Tissue changes include a loss of collagen(Drug information on collagen), decreased secretions, and epithelial atrophy. Results of these changes on the skin manifest as excessive dryness, sagging, and wrinkling.[14,15] In the pelvis, there is a loss of elasticity and lubrication of vaginal tissues, causing dyspareunia and friability as well as a decreased response to sexual stimulation.[2,16] The acidity of the vaginal environment diminishes, increasing the risk of infection.
Urogenital health also changes, with decreased muscle tone of the urinary sphincter muscles contributing to stress incontinence. The urethra and bladder may become more irritable.
Bone and vascular health may also be affected by lower estrogen levels. In menopause, bones become more porous, with bone loss exceeding bone repair, thus increasing the risk of osteoporosis and fractures.[2,15] Cardiac arteries become less flexible, and fats circulating in the blood take on a less beneficial profile; levels of low-density lipids increase, and levels of high-density lipids decrease. Correspondingly, the risk of cardiac disease increases after menopause.
Neuronal health may also suffer. Preliminary descriptive and epidemiologic evidence suggests that lowered estrogen levels may impair cognitive functioning. Women undergoing menopause report difficulty with short-term memory and concentration.[18,19] Additionally, epidemiologic research has shown that women are at greater risk than men for earlier expression and development of Alzheimer’s disease.
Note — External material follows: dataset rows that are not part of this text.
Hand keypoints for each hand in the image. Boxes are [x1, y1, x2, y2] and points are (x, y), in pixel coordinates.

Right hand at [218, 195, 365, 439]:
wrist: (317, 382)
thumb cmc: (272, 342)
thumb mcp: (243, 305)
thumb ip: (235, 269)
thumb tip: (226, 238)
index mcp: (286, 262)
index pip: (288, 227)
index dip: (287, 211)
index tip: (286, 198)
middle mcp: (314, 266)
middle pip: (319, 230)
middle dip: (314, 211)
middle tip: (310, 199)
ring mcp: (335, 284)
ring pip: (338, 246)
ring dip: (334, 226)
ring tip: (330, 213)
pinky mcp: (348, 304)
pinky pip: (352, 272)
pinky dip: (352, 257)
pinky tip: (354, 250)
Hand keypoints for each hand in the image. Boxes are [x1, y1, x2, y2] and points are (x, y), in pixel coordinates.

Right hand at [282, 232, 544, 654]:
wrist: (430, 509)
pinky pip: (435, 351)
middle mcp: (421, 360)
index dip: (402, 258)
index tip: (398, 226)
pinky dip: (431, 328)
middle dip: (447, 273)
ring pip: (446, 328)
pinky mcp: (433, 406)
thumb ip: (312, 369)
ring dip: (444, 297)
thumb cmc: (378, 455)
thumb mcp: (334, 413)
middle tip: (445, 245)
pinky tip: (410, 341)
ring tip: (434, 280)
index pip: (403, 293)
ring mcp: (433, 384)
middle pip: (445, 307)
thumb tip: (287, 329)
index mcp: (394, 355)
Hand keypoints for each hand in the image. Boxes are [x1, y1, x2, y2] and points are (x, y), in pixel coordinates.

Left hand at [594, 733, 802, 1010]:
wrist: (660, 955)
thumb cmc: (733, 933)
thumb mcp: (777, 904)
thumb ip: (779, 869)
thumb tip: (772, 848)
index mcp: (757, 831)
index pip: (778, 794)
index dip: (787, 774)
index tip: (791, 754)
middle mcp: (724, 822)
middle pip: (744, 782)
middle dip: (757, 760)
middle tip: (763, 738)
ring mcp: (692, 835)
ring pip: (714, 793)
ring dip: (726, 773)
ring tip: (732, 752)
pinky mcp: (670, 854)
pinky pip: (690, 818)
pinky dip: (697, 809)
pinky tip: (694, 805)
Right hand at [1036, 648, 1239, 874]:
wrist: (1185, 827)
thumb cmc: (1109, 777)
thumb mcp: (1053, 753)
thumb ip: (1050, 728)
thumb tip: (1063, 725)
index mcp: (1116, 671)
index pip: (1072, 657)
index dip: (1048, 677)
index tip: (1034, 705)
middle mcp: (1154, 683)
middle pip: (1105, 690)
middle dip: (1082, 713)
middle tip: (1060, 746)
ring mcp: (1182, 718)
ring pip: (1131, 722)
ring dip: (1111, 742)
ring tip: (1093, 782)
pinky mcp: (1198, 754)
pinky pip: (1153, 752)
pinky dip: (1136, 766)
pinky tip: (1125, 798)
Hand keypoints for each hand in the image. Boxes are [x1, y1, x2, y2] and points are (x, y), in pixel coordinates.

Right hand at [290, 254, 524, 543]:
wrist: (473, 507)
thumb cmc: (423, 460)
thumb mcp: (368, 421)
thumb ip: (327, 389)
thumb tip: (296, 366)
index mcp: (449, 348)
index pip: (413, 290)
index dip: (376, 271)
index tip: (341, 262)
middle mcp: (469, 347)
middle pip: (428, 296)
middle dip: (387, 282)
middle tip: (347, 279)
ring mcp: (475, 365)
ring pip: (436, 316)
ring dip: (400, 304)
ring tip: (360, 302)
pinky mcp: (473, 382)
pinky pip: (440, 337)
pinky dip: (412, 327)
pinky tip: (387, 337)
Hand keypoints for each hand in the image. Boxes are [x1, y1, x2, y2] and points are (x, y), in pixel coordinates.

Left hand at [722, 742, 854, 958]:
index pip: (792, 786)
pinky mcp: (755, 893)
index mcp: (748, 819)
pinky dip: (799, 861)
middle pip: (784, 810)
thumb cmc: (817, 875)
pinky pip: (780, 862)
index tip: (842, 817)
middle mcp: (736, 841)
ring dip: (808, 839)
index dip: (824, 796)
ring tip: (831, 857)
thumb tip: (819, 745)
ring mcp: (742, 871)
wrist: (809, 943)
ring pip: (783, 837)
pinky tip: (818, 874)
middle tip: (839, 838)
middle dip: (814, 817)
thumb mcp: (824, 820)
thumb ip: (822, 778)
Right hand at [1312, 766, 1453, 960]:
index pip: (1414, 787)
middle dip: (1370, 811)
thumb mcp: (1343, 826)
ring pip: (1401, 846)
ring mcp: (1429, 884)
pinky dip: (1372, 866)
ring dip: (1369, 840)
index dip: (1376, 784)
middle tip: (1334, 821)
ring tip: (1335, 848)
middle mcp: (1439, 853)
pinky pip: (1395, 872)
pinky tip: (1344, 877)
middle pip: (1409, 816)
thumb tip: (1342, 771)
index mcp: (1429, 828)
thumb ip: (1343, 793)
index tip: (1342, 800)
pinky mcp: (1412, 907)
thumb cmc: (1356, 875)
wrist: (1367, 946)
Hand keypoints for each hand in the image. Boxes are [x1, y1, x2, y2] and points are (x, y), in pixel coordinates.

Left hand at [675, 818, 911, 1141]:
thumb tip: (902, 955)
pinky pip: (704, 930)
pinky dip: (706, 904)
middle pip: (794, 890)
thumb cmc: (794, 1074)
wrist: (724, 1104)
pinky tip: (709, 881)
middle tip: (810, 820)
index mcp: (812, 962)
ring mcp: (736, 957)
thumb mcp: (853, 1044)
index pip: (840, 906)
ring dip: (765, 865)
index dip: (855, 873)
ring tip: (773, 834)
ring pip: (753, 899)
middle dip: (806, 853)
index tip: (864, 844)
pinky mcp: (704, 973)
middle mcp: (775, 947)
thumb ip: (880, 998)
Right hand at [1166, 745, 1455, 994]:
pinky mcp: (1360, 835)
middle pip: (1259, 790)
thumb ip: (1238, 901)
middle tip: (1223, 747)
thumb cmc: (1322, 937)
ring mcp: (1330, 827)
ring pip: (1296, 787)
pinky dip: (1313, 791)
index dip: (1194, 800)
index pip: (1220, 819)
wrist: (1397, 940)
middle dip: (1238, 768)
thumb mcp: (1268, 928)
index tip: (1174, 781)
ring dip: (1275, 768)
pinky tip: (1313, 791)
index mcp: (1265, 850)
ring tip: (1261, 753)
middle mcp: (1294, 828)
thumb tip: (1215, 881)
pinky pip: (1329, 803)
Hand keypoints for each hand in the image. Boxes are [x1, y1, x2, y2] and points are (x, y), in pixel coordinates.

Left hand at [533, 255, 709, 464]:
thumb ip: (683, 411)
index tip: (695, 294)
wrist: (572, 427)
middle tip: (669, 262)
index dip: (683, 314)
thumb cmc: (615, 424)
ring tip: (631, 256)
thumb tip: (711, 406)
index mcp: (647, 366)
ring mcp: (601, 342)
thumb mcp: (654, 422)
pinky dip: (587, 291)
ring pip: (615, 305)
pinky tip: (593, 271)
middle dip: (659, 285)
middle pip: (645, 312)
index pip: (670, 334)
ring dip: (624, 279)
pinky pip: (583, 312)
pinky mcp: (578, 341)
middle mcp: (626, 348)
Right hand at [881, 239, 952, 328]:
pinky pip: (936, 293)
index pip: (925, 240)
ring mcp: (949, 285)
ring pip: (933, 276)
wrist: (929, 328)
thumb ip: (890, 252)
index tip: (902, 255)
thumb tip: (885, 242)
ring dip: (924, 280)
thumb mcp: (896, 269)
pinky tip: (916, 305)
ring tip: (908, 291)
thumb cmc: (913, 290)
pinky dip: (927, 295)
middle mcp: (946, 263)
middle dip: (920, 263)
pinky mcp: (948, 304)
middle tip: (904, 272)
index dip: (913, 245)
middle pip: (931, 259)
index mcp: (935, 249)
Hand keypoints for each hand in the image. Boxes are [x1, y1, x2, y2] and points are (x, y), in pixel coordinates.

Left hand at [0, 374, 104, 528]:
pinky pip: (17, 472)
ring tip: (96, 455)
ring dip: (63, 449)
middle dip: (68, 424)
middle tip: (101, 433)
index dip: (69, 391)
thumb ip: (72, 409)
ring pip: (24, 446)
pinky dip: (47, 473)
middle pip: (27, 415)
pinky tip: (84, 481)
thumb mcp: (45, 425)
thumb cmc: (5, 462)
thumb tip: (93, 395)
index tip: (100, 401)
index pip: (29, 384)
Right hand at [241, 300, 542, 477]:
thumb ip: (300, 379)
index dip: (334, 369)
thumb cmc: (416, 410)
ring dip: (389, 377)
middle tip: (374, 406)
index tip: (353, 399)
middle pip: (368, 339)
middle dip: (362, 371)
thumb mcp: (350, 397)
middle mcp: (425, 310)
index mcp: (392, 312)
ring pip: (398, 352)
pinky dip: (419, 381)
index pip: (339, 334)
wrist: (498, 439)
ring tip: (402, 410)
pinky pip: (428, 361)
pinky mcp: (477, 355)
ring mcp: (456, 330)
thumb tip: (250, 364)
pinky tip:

Preliminary data suggest that estrogen has a protective effect against Alzheimer’s disease.[20,21] It is hypothesized that lowered estrogen levels decrease the transport of glucose into the central nervous system. Therefore, cells may be denied important nutrients and may end up with excessive neuron loss in the hippocampus, the area of the brain that controls memory function.[2,22] Estrogen is also thought to increase regional blood flow in the brain. Much of this evidence comes from in vitro research. Therefore, the exact interaction between estrogen and cognitive function in postmenopausal women has not yet been elucidated.